Aim of the exercise: The result should be every line in the data below that carries the string "Lago".

(Saved data entries)
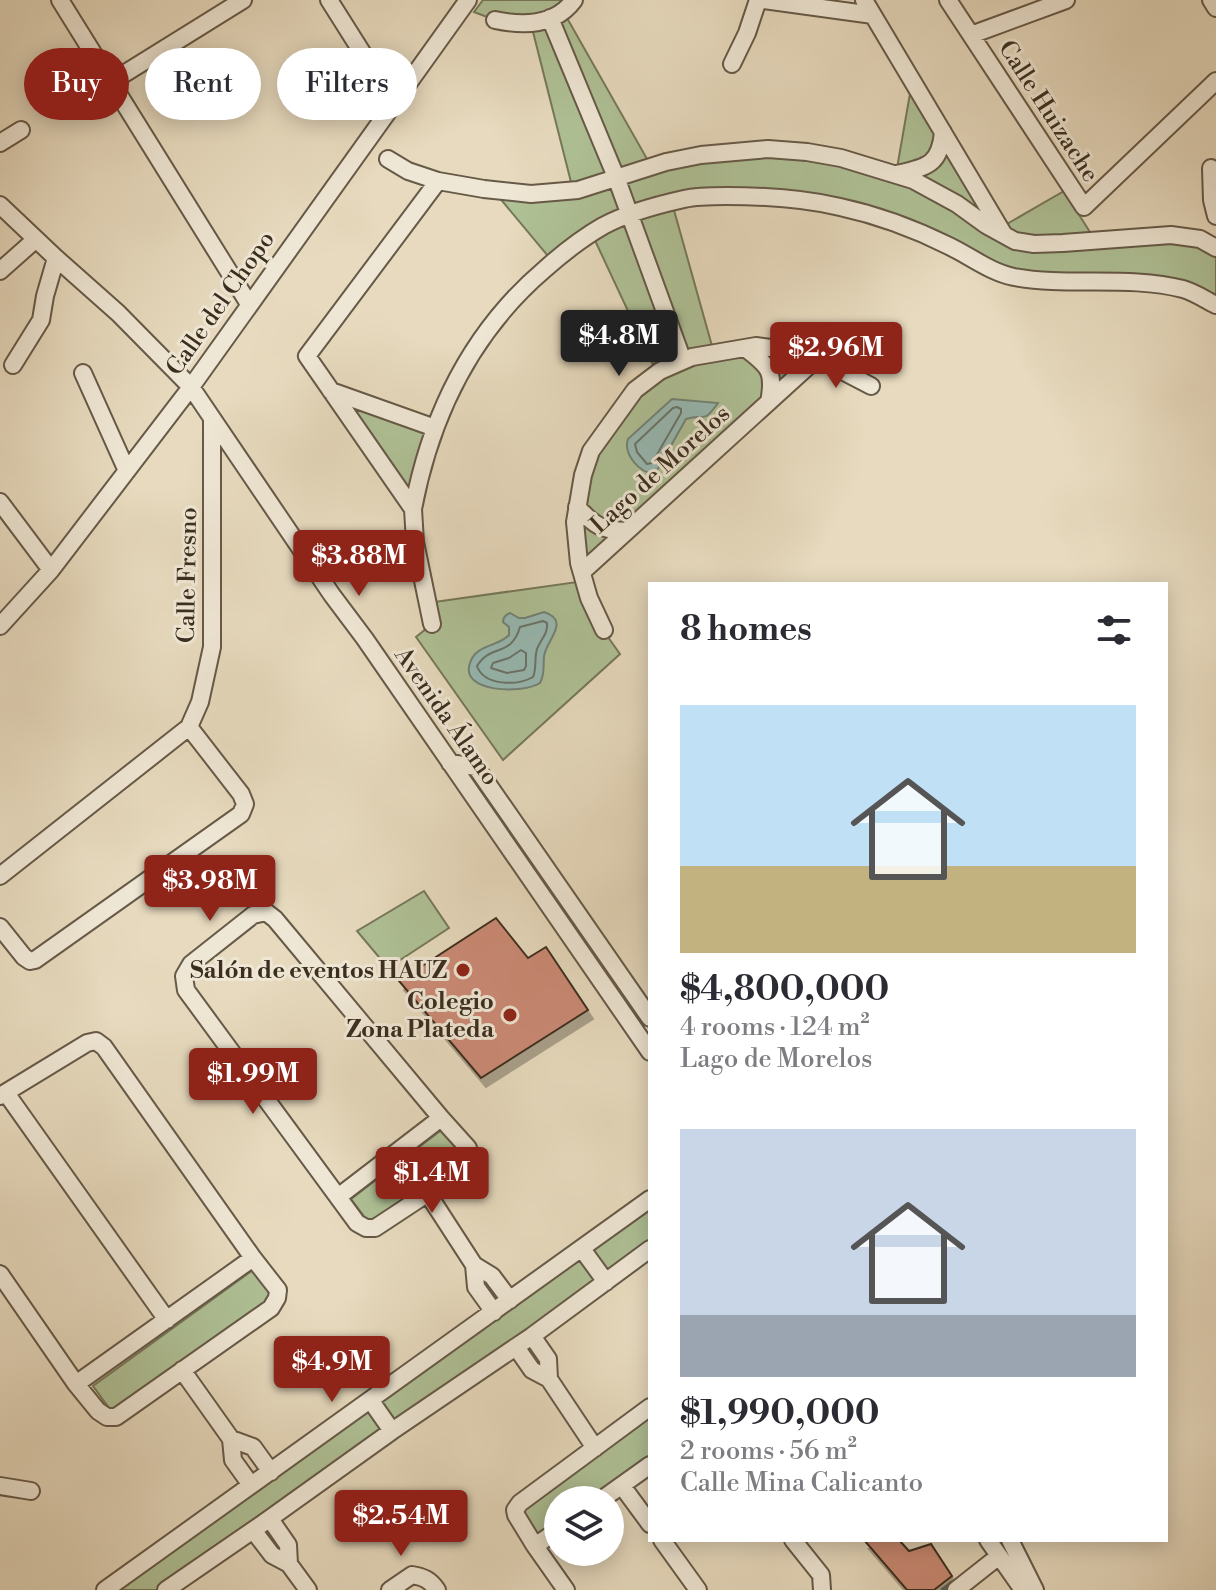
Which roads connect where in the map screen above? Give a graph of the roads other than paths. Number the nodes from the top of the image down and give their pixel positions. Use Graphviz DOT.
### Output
graph roads {
  1 [pos="60,0"];
  2 [pos="243,0"];
  3 [pos="329,0"];
  4 [pos="468,0"];
  5 [pos="574,0"];
  6 [pos="761,0"];
  7 [pos="864,0"];
  8 [pos="948,0"];
  9 [pos="1066,0"];
  10 [pos="1211,0"];
  11 [pos="1216,8"];
  12 [pos="873,15"];
  13 [pos="550,18"];
  14 [pos="495,20"];
  15 [pos="971,35"];
  16 [pos="90,48"];
  17 [pos="359,48"];
  18 [pos="732,64"];
  19 [pos="129,71"];
  20 [pos="417,71"];
  21 [pos="1216,81"];
  22 [pos="129,111"];
  23 [pos="382,120"];
  24 [pos="21,130"];
  25 [pos="943,132"];
  26 [pos="0,143"];
  27 [pos="388,159"];
  28 [pos="1211,168"];
  29 [pos="896,174"];
  30 [pos="616,177"];
  31 [pos="438,181"];
  32 [pos="2,204"];
  33 [pos="630,215"];
  34 [pos="1216,216"];
  35 [pos="1004,234"];
  36 [pos="36,239"];
  37 [pos="1216,248"];
  38 [pos="56,258"];
  39 [pos="0,271"];
  40 [pos="249,304"];
  41 [pos="1216,305"];
  42 [pos="745,348"];
  43 [pos="816,359"];
  44 [pos="683,361"];
  45 [pos="13,365"];
  46 [pos="83,373"];
  47 [pos="871,386"];
  48 [pos="191,387"];
  49 [pos="331,391"];
  50 [pos="769,402"];
  51 [pos="212,420"];
  52 [pos="435,428"];
  53 [pos="127,471"];
  54 [pos="0,502"];
  55 [pos="577,507"];
  56 [pos="413,509"];
  57 [pos="627,531"];
  58 [pos="51,570"];
  59 [pos="582,572"];
  60 [pos="432,624"];
  61 [pos="0,626"];
  62 [pos="604,630"];
  63 [pos="189,727"];
  64 [pos="450,763"];
  65 [pos="0,876"];
  66 [pos="0,927"];
  67 [pos="648,1015"];
  68 [pos="648,1049"];
  69 [pos="3,1094"];
  70 [pos="441,1118"];
  71 [pos="428,1194"];
  72 [pos="338,1197"];
  73 [pos="647,1207"];
  74 [pos="582,1249"];
  75 [pos="648,1250"];
  76 [pos="253,1258"];
  77 [pos="474,1265"];
  78 [pos="0,1274"];
  79 [pos="606,1282"];
  80 [pos="510,1300"];
  81 [pos="494,1312"];
  82 [pos="167,1320"];
  83 [pos="532,1336"];
  84 [pos="516,1347"];
  85 [pos="182,1370"];
  86 [pos="549,1379"];
  87 [pos="76,1384"];
  88 [pos="371,1401"];
  89 [pos="648,1408"];
  90 [pos="392,1431"];
  91 [pos="231,1439"];
  92 [pos="595,1448"];
  93 [pos="648,1466"];
  94 [pos="271,1472"];
  95 [pos="251,1485"];
  96 [pos="0,1486"];
  97 [pos="622,1486"];
  98 [pos="624,1489"];
  99 [pos="31,1491"];
  100 [pos="270,1519"];
  101 [pos="648,1521"];
  102 [pos="253,1530"];
  103 [pos="544,1540"];
  104 [pos="663,1542"];
  105 [pos="795,1542"];
  106 [pos="989,1542"];
  107 [pos="1011,1542"];
  108 [pos="535,1546"];
  109 [pos="999,1556"];
  110 [pos="289,1564"];
  111 [pos="109,1589"];
  112 [pos="166,1590"];
  113 [pos="308,1590"];
  114 [pos="390,1590"];
  115 [pos="437,1590"];
  116 [pos="566,1590"];
  117 [pos="698,1590"];
  118 [pos="822,1590"];
  119 [pos="956,1590"];
  120 [pos="1023,1590"];
  121 [pos="1035,1590"];
  1 -- 16 [label="street"];
  2 -- 19 [label="street"];
  3 -- 17 [label="street"];
  4 -- 20 [label="street, Calle del Chopo"];
  5 -- 13 [label="street"];
  6 -- 12 [label="street"];
  6 -- 18 [label="street"];
  7 -- 12 [label="street"];
  8 -- 15 [label="street, Calle Huizache"];
  9 -- 15 [label="street"];
  10 -- 11 [label="street"];
  12 -- 25 [label="street"];
  13 -- 14 [label="street"];
  13 -- 30 [label="street"];
  15 -- 21 [label="street, Calle Huizache"];
  22 -- 40 [label="street"];
  23 -- 40 [label="street, Calle del Chopo"];
  24 -- 26 [label="street"];
  25 -- 29 [label="street"];
  25 -- 35 [label="street"];
  27 -- 31 [label="street"];
  28 -- 34 [label="street"];
  29 -- 30 [label="street"];
  29 -- 35 [label="street"];
  30 -- 31 [label="street"];
  30 -- 33 [label="street"];
  31 -- 49 [label="street"];
  32 -- 36 [label="street, Avenida Álamo"];
  33 -- 41 [label="street"];
  33 -- 44 [label="street"];
  33 -- 52 [label="street"];
  35 -- 37 [label="street"];
  36 -- 38 [label="street, Avenida Álamo"];
  36 -- 39 [label="street"];
  38 -- 45 [label="street"];
  38 -- 48 [label="street, Avenida Álamo"];
  40 -- 48 [label="street, Calle del Chopo"];
  42 -- 43 [label="street, Lago de Morelos"];
  42 -- 44 [label="street, Lago de Morelos"];
  42 -- 50 [label="street"];
  43 -- 47 [label="street, Lago de Morelos"];
  43 -- 50 [label="street, Lago de Morelos"];
  44 -- 55 [label="street, Lago de Morelos"];
  46 -- 53 [label="street"];
  48 -- 51 [label="street, Avenida Álamo"];
  48 -- 53 [label="street, Calle del Chopo"];
  49 -- 52 [label="street"];
  49 -- 56 [label="street"];
  50 -- 57 [label="street, Lago de Morelos"];
  51 -- 63 [label="street, Calle Fresno"];
  51 -- 64 [label="street, Avenida Álamo"];
  52 -- 56 [label="street"];
  53 -- 58 [label="street, Calle del Chopo"];
  54 -- 58 [label="street"];
  55 -- 57 [label="street"];
  55 -- 59 [label="street, Lago de Morelos"];
  56 -- 60 [label="street"];
  57 -- 59 [label="street, Lago de Morelos"];
  58 -- 61 [label="street, Calle del Chopo"];
  59 -- 62 [label="street, Lago de Morelos"];
  63 -- 65 [label="street"];
  63 -- 66 [label="street"];
  64 -- 67 [label="street"];
  64 -- 68 [label="street, Avenida Álamo"];
  69 -- 76 [label="street"];
  69 -- 82 [label="street"];
  70 -- 71 [label="street"];
  70 -- 72 [label="street"];
  70 -- 72 [label="street"];
  71 -- 72 [label="street"];
  71 -- 77 [label="street"];
  73 -- 74 [label="street"];
  74 -- 79 [label="street"];
  74 -- 80 [label="street"];
  75 -- 79 [label="street"];
  76 -- 82 [label="street"];
  76 -- 85 [label="street"];
  77 -- 80 [label="street"];
  77 -- 81 [label="street"];
  78 -- 87 [label="street"];
  79 -- 83 [label="street"];
  80 -- 81 [label="street"];
  81 -- 88 [label="street"];
  82 -- 87 [label="street"];
  83 -- 84 [label="street"];
  83 -- 86 [label="street"];
  84 -- 86 [label="street"];
  84 -- 90 [label="street"];
  85 -- 87 [label="street"];
  85 -- 91 [label="street"];
  86 -- 92 [label="street"];
  88 -- 90 [label="street"];
  88 -- 94 [label="street"];
  89 -- 92 [label="street"];
  90 -- 100 [label="street"];
  91 -- 94 [label="street"];
  91 -- 95 [label="street"];
  92 -- 108 [label="street"];
  93 -- 97 [label="street"];
  94 -- 95 [label="street"];
  95 -- 111 [label="street"];
  96 -- 99 [label="street"];
  98 -- 101 [label="street"];
  100 -- 102 [label="street"];
  100 -- 110 [label="street"];
  102 -- 110 [label="street"];
  102 -- 112 [label="street"];
  103 -- 108 [label="street"];
  104 -- 117 [label="street"];
  105 -- 118 [label="street"];
  106 -- 109 [label="street"];
  107 -- 121 [label="street"];
  108 -- 116 [label="street"];
  109 -- 119 [label="street"];
  109 -- 120 [label="street"];
  110 -- 113 [label="street"];
  114 -- 115 [label="street"];
}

Solution for this exercise:
  42 -- 43 [label="street, Lago de Morelos"];
  42 -- 44 [label="street, Lago de Morelos"];
  43 -- 47 [label="street, Lago de Morelos"];
  43 -- 50 [label="street, Lago de Morelos"];
  44 -- 55 [label="street, Lago de Morelos"];
  50 -- 57 [label="street, Lago de Morelos"];
  55 -- 59 [label="street, Lago de Morelos"];
  57 -- 59 [label="street, Lago de Morelos"];
  59 -- 62 [label="street, Lago de Morelos"];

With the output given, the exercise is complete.